La deuxième période commence tout de suite avec un autre but milanais réalisé sur un slapshot en entrée de zone par Esposito (palet qui s'enfile entre les jambes d'un Antinori complètement coupable). Énième vide défensif de Milan et Rouen réduit (si l'on peut dire) l'écart. La partie se poursuit jusqu'à la fin de la période avec des Milanais qui marquent par trois fois avec Jennings (assist de Peca), Penttinen (palet perdu par la défense adverse et situation de penalty parfaitement conclue par le Finlandais) et encore Esposito (tir sans prétention qui surprend la gardien jaune et noir, pas concentré).

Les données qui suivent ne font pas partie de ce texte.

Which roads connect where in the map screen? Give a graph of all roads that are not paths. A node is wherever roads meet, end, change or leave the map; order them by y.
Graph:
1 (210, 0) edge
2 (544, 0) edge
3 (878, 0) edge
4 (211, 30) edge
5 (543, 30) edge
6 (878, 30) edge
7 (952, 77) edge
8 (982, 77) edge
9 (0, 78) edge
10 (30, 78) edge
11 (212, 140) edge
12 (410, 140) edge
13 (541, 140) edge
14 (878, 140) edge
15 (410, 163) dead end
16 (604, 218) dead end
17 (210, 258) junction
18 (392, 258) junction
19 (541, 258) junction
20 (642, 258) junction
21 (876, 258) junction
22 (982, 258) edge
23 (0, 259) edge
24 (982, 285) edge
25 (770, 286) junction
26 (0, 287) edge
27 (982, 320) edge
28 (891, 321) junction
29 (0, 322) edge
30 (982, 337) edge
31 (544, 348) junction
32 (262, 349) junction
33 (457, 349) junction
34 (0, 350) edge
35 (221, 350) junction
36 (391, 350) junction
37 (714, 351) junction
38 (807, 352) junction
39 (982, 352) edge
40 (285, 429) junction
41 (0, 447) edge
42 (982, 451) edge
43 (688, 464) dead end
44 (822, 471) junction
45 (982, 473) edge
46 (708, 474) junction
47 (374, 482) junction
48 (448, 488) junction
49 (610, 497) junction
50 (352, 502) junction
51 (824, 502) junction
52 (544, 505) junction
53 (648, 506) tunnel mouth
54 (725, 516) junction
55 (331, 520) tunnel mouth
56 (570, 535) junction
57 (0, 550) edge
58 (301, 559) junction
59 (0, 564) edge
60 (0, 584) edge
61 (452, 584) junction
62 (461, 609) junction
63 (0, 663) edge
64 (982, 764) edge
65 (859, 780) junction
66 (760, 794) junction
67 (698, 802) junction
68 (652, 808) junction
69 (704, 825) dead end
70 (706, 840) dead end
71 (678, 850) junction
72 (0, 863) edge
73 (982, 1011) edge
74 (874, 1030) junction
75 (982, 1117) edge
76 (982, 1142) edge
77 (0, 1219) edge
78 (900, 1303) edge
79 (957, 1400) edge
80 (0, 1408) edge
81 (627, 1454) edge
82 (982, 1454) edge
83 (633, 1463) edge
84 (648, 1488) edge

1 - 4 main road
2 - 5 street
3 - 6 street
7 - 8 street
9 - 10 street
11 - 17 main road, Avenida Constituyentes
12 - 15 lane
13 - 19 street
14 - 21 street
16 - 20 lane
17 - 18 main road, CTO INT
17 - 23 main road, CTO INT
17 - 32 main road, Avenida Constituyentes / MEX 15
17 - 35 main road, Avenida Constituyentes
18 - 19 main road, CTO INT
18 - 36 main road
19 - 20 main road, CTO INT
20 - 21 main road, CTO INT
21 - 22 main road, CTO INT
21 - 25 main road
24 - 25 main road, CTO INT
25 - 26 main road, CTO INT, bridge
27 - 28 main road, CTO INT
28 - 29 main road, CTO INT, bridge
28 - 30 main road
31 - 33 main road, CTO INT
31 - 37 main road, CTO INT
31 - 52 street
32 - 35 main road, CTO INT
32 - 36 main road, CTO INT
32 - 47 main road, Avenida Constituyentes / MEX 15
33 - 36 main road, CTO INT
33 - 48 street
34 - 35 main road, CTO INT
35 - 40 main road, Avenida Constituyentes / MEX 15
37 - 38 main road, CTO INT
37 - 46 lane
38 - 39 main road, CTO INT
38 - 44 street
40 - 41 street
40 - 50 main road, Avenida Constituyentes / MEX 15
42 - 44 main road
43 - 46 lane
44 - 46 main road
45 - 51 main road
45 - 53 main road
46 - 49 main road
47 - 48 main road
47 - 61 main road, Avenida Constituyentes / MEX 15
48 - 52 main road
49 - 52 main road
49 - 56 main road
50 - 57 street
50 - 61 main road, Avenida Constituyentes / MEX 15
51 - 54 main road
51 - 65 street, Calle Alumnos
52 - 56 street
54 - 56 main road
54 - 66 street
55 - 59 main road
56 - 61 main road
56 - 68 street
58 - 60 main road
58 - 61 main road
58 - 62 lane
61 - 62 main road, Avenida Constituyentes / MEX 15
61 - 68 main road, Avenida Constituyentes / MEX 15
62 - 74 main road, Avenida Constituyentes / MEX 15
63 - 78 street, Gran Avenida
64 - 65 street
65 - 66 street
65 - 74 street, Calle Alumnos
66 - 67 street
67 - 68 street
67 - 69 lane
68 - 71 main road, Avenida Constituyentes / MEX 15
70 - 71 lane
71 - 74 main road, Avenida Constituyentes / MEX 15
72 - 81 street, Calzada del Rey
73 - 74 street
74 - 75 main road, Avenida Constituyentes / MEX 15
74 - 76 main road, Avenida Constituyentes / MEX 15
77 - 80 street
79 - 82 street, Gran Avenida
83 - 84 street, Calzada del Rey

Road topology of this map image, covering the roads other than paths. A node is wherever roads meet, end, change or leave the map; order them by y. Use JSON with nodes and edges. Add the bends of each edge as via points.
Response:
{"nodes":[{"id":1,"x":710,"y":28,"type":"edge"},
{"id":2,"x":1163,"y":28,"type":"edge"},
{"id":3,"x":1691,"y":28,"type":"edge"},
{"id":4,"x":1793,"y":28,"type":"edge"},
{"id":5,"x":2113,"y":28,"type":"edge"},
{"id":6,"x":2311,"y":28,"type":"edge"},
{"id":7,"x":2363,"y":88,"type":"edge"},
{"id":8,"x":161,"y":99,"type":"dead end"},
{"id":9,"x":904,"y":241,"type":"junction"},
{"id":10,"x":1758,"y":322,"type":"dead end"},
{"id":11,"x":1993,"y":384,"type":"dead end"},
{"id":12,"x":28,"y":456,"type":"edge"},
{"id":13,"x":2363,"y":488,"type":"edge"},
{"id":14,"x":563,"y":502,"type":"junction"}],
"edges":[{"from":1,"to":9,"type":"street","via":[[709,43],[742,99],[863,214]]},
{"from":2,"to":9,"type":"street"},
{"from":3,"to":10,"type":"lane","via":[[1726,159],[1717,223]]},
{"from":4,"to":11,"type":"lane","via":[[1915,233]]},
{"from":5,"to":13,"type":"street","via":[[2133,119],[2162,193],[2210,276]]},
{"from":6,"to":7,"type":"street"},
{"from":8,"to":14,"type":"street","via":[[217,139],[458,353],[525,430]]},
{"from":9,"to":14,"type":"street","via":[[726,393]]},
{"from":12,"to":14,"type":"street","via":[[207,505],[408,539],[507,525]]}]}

Dans le troisième tiers, la partie meurt définitivement. Bachelet marque encore pour Milan (assisté de ses compagnons de ligne Esposito et Jennings), alors que les Français trompent par deux fois Lindfors, encore à cause de deux énormes erreurs de la défense milanaise.
En général, le match a été conforme aux dernières prestations à domiciles de la Saïma, avec la grosse différence que cette fois, même notre équipe a joué n'importe comment. Dans ces matches où il n'y a rien d'autre à faire qu'essayer de marquer le plus de buts possibles, les Milanais attaquent constamment à cinq, et tous les schémas, surtout défensifs, sont désormais oubliés, comme le prouvent les cinq buts encaissés par Lindfors (furieux au terme de la rencontre, et c'est un euphémisme) qui n'a jamais pris autant de buts que dans les derniers matches (et ce n'est sûrement pas sa faute). Même offensivement, la recherche obsessionnelle du but semble créer des déséquilibres entre les lignes. La chose pourrait devenir préoccupante en vue des finales du tournoi, parce que les trois équipes françaises devraient s'y présenter déterminées et avec la volonté de vaincre les nôtres qui, ne jouant plus de vrais matches depuis des mois, pourraient s'y retrouver en grande difficulté.
En définitive, nouvelle large victoire, mais cette fois, prestation peu convaincante du collectif, notamment en phase défensive. A signaler les absences du côté milanais de Kivela (laissé dehors par précaution après le coup de mardi ?), Bortolussi et Giusti.